How to Dig Out and Remove Rose of Sharon Roots
The rose of Sharon is a hardy plant that reproduces itself year after year with new shoots coming up from the ground right next to the established plant. If left unchecked, the plant can quickly get out of control in your garden or yard. If you don’t want to prune the plant regularly, the rose of Sharon must be removed or transplanted somewhere else. To dig out and remove the rose of Sharon and its roots, you’ll want to start early in the morning and be prepared to work for a few hours.
Dig up the rose of Sharon if you want to transplant it to a new location so the plant is fully dormant. If you plan on disposing of the plant entirely, dig it up at any time of year. Cut off all of the limbs of the plant with a hand saw only if you are going to discard it, but leave as much of the plant intact as you can for transplanting.
Dig a circle around your rose of Sharon with a shovel, starting a foot out from the base and geting as far down in the soil as possible up to 1 1/2 feet deep. Use a pickax if necessary to break up the soil, but try to avoid severing large roots so you can pull the entire plant up.
Work inward toward the base of the plant to loosen and remove the soil around the root ball. Rock the rose of Sharon from the base occasionally to check for looseness and continue to work your way under the plant in the hole.

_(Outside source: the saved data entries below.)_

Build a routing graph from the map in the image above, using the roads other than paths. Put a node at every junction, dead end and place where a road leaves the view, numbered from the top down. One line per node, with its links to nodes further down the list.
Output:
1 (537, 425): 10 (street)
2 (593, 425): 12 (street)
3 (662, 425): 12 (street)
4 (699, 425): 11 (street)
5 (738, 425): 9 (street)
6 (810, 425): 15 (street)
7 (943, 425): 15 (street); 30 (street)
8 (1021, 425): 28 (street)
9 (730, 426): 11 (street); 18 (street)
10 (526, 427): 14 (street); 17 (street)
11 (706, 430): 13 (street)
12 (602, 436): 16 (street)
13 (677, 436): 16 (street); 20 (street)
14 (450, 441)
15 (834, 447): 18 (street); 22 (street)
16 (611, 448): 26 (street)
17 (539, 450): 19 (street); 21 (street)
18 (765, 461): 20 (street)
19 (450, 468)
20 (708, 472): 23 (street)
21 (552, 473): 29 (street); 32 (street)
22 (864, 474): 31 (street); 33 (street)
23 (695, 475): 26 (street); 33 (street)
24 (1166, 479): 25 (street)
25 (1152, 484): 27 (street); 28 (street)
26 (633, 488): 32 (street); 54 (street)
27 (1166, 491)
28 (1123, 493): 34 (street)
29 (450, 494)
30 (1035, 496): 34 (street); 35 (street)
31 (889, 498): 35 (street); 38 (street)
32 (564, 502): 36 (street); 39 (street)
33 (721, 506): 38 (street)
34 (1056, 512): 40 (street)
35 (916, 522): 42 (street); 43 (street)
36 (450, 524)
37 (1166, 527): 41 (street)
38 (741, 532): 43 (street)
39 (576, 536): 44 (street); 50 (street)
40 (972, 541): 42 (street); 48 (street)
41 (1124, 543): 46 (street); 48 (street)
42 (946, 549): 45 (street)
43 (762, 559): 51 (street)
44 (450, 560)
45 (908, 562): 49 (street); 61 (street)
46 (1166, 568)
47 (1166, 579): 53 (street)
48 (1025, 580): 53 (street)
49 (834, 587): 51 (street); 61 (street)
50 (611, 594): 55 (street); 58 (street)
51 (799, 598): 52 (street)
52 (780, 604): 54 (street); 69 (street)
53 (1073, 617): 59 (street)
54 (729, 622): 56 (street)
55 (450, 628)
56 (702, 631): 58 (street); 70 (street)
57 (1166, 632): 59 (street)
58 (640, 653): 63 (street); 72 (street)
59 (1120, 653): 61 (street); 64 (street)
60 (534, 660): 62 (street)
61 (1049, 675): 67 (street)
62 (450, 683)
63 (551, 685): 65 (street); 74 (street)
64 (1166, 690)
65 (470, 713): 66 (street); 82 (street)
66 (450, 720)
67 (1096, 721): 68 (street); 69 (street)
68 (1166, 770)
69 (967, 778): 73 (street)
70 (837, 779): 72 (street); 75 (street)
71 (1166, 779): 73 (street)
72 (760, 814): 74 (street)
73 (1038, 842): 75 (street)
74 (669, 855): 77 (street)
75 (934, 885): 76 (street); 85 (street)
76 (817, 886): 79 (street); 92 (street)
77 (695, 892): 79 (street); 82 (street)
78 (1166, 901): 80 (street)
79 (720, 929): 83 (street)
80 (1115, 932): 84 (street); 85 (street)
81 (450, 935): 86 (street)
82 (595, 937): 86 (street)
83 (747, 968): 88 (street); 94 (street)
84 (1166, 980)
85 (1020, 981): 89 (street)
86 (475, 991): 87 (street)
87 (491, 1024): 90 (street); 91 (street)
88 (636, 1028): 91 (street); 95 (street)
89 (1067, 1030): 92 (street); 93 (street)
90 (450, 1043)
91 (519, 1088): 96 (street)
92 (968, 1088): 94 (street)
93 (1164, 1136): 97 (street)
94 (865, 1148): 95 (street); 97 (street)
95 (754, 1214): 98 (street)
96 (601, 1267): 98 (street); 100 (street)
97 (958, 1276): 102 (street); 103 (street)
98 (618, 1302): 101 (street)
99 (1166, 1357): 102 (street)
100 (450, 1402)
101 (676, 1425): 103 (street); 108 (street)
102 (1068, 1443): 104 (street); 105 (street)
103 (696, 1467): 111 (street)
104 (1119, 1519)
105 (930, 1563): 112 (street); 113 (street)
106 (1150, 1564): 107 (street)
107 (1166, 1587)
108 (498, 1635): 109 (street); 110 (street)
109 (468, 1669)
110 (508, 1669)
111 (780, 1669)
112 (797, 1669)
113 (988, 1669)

Lift the rose of Sharon from the hole once it is fully loosened. You may need a friend to help you lift the plant if it is large, especially if you are transplanting it, so it doesn’t get damaged. Either set the intact plant off to the side for transplanting or discard the unwanted plant.
Pull out any remaining roots and use the pickax when needed to free them. Discard the roots and fill in the hole with garden soil or topsoil.
Depending on the area you have pulled your rose of Sharon from, replant the area with plants better suited to your landscaping, or spread out grass seed and let the hole grow over.
Be on the lookout for new rose of Sharon shoots the following spring in case any seeds fell in the fall. Dig up the shoots immediately to prevent new plants from growing.
- Depending on the area you have pulled your rose of Sharon from, replant the area with plants better suited to your landscaping, or spread out grass seed and let the hole grow over.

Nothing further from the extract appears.